YOUR TASK:
Find the line containing "M119 340C128 308 151 297 181 291" in the listing below. Repeat it exactly, along with each following line up to and including the one containing "M0 440 82 605".

-*-*-

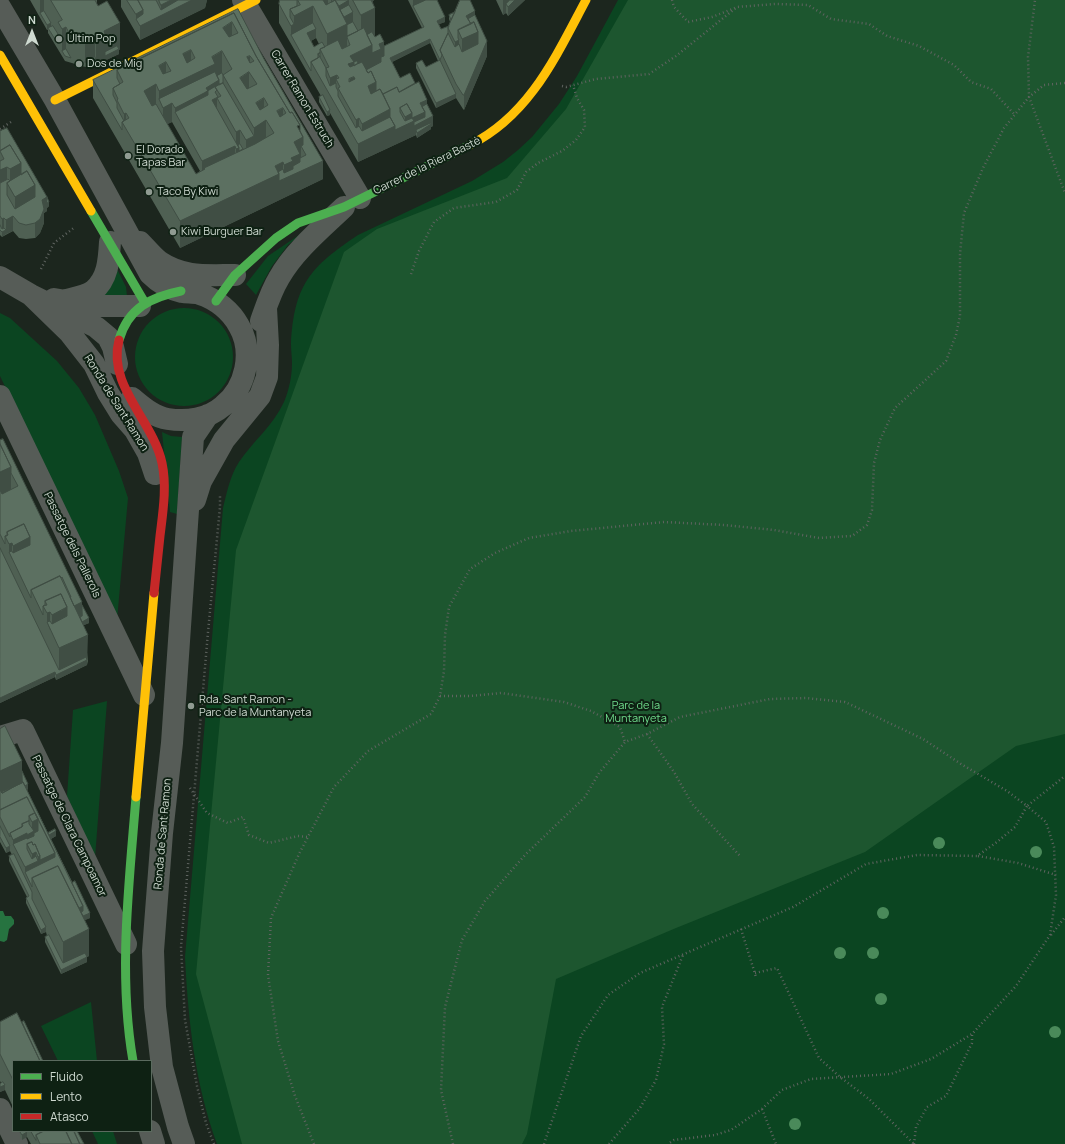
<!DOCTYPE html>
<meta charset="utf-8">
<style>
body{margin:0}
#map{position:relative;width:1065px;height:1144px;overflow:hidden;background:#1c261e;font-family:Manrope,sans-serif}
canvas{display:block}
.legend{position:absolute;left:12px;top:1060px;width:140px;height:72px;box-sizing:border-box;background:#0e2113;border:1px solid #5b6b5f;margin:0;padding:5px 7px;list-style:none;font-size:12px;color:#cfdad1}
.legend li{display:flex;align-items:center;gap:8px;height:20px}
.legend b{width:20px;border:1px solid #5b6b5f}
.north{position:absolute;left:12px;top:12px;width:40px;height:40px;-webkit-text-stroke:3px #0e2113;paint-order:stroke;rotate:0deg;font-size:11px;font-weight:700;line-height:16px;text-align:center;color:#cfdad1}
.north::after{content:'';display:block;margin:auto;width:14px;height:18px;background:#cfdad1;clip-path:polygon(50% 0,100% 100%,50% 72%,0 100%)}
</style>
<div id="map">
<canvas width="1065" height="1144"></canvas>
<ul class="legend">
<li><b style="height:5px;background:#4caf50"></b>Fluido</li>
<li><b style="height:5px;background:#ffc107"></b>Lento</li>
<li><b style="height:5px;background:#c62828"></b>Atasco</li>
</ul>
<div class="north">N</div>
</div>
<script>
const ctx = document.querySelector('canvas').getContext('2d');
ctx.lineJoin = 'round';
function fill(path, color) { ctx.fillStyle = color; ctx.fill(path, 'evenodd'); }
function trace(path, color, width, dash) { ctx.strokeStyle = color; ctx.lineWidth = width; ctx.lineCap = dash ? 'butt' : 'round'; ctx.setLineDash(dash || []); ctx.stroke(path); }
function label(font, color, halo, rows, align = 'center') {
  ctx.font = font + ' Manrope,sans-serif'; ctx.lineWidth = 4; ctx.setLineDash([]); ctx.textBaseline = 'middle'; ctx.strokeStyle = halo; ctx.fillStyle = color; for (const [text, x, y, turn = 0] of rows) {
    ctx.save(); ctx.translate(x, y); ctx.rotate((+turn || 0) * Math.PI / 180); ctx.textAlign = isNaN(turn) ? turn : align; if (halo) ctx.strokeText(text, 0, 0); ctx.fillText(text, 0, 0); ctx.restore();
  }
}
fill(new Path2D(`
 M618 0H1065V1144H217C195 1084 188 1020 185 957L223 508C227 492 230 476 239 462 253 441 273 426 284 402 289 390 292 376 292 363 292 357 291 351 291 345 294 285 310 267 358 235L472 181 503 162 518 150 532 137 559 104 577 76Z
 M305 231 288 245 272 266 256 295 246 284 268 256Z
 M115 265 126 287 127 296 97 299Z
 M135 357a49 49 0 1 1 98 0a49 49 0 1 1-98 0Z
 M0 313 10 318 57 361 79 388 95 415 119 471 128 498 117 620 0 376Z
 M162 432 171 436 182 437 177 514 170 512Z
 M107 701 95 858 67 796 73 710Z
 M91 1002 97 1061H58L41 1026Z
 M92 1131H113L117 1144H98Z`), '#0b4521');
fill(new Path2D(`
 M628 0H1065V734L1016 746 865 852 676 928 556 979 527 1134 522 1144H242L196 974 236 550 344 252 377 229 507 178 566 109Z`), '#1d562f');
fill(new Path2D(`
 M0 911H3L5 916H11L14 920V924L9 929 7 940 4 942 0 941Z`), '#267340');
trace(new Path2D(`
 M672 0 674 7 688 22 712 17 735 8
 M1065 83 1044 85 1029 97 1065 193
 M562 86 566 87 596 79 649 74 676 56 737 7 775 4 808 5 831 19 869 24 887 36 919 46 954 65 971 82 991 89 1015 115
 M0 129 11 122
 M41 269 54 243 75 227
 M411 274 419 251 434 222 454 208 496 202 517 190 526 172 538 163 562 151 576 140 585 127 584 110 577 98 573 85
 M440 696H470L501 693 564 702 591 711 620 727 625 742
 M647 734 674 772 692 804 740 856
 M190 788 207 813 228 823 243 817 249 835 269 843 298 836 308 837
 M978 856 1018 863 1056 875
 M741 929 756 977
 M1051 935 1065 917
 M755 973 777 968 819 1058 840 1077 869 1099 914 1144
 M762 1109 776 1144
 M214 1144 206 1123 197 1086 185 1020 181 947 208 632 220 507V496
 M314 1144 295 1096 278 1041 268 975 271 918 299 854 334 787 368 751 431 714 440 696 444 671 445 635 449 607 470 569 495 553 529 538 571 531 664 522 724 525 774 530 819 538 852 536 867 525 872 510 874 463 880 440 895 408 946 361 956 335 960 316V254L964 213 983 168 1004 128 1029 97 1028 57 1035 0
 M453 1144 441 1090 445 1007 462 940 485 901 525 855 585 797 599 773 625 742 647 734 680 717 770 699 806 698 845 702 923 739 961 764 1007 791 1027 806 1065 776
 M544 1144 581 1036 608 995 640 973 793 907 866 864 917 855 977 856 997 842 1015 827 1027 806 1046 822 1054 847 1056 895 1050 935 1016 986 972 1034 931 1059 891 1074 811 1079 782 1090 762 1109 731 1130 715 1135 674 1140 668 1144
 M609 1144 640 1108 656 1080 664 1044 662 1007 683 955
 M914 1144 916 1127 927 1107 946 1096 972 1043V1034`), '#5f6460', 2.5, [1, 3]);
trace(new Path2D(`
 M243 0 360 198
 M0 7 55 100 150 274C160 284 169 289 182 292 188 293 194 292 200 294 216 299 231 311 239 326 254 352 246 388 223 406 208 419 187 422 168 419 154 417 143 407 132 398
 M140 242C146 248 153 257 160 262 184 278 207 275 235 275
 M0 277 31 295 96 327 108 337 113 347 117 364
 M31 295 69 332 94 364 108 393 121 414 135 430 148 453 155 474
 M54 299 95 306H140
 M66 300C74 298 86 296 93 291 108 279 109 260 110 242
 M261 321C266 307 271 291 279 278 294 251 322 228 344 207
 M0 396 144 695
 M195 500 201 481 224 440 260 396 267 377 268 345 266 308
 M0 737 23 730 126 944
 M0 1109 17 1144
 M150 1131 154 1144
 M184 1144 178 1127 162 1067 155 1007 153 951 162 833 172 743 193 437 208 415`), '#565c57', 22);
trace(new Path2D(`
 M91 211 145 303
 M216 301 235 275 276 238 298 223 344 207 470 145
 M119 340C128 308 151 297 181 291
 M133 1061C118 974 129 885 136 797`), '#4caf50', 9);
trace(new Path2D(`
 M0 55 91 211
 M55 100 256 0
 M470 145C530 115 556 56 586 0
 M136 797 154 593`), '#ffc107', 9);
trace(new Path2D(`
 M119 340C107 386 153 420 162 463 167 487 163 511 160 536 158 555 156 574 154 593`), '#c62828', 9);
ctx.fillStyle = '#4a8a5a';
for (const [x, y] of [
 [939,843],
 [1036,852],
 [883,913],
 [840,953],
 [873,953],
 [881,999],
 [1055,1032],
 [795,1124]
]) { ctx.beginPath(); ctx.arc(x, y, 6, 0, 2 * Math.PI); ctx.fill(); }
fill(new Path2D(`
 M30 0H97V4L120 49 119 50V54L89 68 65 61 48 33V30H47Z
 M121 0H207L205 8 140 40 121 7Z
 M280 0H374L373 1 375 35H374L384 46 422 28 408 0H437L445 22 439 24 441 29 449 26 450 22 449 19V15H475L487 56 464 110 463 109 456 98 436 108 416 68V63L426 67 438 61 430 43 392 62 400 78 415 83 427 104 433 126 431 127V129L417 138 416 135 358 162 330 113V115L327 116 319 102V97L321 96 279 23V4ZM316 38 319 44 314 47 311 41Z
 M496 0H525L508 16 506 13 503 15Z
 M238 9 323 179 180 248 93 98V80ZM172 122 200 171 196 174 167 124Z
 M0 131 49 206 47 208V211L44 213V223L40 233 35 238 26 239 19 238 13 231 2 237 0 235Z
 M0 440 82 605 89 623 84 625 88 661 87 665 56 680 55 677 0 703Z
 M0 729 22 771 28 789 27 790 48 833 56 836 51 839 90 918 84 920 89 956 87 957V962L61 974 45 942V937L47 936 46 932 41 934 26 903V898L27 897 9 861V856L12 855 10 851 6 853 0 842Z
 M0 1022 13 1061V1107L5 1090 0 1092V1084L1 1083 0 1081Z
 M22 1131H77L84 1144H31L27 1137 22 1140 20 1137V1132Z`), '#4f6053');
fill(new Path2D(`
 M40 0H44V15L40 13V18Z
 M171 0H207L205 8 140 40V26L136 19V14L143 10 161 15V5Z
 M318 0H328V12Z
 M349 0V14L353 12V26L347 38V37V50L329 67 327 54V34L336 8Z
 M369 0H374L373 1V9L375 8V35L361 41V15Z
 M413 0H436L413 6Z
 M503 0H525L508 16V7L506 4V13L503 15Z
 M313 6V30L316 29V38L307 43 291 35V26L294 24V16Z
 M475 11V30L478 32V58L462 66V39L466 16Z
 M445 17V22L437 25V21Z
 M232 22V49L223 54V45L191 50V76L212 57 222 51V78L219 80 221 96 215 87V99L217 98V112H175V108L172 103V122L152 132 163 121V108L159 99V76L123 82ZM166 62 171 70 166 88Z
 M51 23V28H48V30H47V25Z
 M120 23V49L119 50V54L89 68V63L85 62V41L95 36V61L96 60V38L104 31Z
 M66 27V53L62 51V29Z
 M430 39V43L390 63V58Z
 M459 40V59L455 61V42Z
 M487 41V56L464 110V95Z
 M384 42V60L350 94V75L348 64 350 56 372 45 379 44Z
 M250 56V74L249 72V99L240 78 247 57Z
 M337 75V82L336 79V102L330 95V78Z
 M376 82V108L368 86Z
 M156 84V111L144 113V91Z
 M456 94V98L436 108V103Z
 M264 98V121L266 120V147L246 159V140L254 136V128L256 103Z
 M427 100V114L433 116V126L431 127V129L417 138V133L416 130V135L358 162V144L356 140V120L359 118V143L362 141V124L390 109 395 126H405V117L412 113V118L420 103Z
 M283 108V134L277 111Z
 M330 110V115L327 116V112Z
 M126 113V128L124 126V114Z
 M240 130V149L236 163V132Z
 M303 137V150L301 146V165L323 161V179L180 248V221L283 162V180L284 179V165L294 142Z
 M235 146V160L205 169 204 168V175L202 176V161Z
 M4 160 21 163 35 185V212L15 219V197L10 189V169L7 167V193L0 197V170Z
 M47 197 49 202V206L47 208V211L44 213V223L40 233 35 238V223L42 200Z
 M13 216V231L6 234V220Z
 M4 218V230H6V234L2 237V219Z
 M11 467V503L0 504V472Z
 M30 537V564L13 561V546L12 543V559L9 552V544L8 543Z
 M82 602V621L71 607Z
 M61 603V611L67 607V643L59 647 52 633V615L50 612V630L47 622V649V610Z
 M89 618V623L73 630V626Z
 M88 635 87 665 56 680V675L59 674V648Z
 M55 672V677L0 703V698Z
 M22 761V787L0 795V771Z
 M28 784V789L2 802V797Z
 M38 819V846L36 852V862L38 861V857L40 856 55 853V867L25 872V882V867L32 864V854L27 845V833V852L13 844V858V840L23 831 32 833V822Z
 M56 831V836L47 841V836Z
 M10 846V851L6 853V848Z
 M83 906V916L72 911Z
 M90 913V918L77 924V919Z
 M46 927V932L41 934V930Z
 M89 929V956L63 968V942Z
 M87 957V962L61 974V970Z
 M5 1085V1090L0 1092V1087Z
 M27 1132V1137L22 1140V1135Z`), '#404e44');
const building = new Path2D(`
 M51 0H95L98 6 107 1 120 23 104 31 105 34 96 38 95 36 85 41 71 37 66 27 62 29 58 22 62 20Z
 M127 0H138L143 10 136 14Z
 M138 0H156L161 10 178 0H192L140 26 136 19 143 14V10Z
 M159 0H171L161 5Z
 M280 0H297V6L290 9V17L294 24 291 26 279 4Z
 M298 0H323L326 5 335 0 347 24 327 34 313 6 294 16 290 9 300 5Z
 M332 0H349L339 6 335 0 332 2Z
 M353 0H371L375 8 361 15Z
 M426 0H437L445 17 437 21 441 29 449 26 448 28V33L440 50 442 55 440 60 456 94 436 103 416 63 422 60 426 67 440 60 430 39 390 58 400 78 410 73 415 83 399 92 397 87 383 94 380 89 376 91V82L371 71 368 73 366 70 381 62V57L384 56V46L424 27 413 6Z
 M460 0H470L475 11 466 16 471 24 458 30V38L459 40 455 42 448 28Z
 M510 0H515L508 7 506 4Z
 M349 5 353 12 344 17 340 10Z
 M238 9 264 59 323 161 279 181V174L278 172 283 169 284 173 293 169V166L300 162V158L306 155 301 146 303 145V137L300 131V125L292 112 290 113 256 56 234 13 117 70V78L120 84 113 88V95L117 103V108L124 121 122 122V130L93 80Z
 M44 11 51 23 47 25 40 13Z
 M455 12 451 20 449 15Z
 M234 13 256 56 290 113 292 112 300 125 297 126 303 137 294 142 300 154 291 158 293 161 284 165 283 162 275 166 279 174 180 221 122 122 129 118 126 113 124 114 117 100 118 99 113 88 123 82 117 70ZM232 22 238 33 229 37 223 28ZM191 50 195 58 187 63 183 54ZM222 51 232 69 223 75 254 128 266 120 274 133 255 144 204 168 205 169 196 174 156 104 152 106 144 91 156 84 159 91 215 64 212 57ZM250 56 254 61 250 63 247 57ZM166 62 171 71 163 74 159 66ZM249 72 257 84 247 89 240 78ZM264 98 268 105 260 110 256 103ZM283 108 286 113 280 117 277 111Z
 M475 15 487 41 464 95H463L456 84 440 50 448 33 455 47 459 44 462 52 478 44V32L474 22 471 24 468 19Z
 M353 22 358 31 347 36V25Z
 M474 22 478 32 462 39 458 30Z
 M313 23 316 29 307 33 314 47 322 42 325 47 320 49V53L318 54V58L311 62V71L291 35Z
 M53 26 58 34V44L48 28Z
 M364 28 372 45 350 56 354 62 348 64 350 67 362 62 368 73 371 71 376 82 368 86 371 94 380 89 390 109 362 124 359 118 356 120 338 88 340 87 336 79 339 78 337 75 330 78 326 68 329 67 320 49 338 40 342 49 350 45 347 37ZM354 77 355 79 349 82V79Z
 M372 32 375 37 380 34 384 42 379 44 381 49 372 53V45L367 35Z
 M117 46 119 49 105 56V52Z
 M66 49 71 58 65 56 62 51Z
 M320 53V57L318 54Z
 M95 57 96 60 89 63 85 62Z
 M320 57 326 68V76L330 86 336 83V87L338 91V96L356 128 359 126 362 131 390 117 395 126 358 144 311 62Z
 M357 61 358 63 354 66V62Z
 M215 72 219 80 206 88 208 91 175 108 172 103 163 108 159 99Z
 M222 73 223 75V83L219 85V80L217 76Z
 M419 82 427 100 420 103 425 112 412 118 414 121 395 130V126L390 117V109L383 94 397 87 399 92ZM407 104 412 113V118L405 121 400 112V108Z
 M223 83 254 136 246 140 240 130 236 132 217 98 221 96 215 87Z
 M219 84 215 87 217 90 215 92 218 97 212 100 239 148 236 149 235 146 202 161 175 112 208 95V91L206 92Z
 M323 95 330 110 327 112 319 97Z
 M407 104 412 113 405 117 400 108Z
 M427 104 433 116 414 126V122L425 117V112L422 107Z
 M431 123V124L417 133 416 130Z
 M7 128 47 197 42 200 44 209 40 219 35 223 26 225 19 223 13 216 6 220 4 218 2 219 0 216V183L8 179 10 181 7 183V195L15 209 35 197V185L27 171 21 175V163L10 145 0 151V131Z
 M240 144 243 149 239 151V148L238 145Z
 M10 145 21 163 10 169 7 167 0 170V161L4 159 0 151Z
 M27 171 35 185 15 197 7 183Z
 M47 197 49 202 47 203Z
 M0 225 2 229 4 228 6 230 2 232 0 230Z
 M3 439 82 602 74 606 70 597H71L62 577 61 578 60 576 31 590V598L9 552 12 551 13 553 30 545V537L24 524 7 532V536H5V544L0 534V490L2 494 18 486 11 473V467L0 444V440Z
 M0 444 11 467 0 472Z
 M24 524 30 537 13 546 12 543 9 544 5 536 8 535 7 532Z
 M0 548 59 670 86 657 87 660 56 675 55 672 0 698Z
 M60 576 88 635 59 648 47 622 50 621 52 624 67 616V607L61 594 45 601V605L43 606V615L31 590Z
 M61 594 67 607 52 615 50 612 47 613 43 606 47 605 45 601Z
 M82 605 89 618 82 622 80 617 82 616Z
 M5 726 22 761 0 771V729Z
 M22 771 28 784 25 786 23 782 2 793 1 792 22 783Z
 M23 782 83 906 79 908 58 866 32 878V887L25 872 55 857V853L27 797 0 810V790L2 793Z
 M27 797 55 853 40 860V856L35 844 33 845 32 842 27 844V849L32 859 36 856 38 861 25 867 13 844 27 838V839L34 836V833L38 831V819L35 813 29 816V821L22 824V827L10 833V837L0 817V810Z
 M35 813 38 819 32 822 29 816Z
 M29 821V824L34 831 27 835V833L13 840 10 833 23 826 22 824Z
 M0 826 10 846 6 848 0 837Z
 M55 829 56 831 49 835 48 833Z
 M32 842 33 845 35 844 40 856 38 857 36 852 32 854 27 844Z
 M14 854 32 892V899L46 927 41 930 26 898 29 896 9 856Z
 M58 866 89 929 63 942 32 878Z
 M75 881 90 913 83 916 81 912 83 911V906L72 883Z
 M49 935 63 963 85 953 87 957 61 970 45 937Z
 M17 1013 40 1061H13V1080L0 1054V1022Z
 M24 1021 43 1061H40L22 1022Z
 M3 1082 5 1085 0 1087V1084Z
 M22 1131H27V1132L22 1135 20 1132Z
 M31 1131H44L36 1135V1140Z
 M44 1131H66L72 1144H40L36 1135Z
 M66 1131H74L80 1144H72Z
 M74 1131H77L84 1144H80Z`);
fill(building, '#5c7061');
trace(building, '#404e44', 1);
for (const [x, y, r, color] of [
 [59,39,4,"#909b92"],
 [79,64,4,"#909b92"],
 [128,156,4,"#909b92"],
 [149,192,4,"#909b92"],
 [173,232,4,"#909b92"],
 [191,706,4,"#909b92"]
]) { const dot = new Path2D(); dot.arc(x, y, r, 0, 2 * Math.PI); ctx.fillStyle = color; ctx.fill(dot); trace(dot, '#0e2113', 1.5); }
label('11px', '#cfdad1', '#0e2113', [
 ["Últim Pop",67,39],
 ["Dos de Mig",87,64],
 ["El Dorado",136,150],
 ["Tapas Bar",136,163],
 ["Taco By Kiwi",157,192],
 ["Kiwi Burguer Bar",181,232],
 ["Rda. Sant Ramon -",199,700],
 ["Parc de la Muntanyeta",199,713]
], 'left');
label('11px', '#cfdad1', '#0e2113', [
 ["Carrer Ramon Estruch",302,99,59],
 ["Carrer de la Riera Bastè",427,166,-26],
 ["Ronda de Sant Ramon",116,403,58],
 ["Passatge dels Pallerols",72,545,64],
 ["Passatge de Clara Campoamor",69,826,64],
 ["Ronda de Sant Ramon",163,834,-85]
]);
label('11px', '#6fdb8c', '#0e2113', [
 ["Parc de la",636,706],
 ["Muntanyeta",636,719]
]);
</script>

-*-*-

WRITTEN REPLY:
 M119 340C128 308 151 297 181 291
 M133 1061C118 974 129 885 136 797`), '#4caf50', 9);
trace(new Path2D(`
 M0 55 91 211
 M55 100 256 0
 M470 145C530 115 556 56 586 0
 M136 797 154 593`), '#ffc107', 9);
trace(new Path2D(`
 M119 340C107 386 153 420 162 463 167 487 163 511 160 536 158 555 156 574 154 593`), '#c62828', 9);
ctx.fillStyle = '#4a8a5a';
for (const [x, y] of [
 [939,843],
 [1036,852],
 [883,913],
 [840,953],
 [873,953],
 [881,999],
 [1055,1032],
 [795,1124]
]) { ctx.beginPath(); ctx.arc(x, y, 6, 0, 2 * Math.PI); ctx.fill(); }
fill(new Path2D(`
 M30 0H97V4L120 49 119 50V54L89 68 65 61 48 33V30H47Z
 M121 0H207L205 8 140 40 121 7Z
 M280 0H374L373 1 375 35H374L384 46 422 28 408 0H437L445 22 439 24 441 29 449 26 450 22 449 19V15H475L487 56 464 110 463 109 456 98 436 108 416 68V63L426 67 438 61 430 43 392 62 400 78 415 83 427 104 433 126 431 127V129L417 138 416 135 358 162 330 113V115L327 116 319 102V97L321 96 279 23V4ZM316 38 319 44 314 47 311 41Z
 M496 0H525L508 16 506 13 503 15Z
 M238 9 323 179 180 248 93 98V80ZM172 122 200 171 196 174 167 124Z
 M0 131 49 206 47 208V211L44 213V223L40 233 35 238 26 239 19 238 13 231 2 237 0 235Z
 M0 440 82 605 89 623 84 625 88 661 87 665 56 680 55 677 0 703Z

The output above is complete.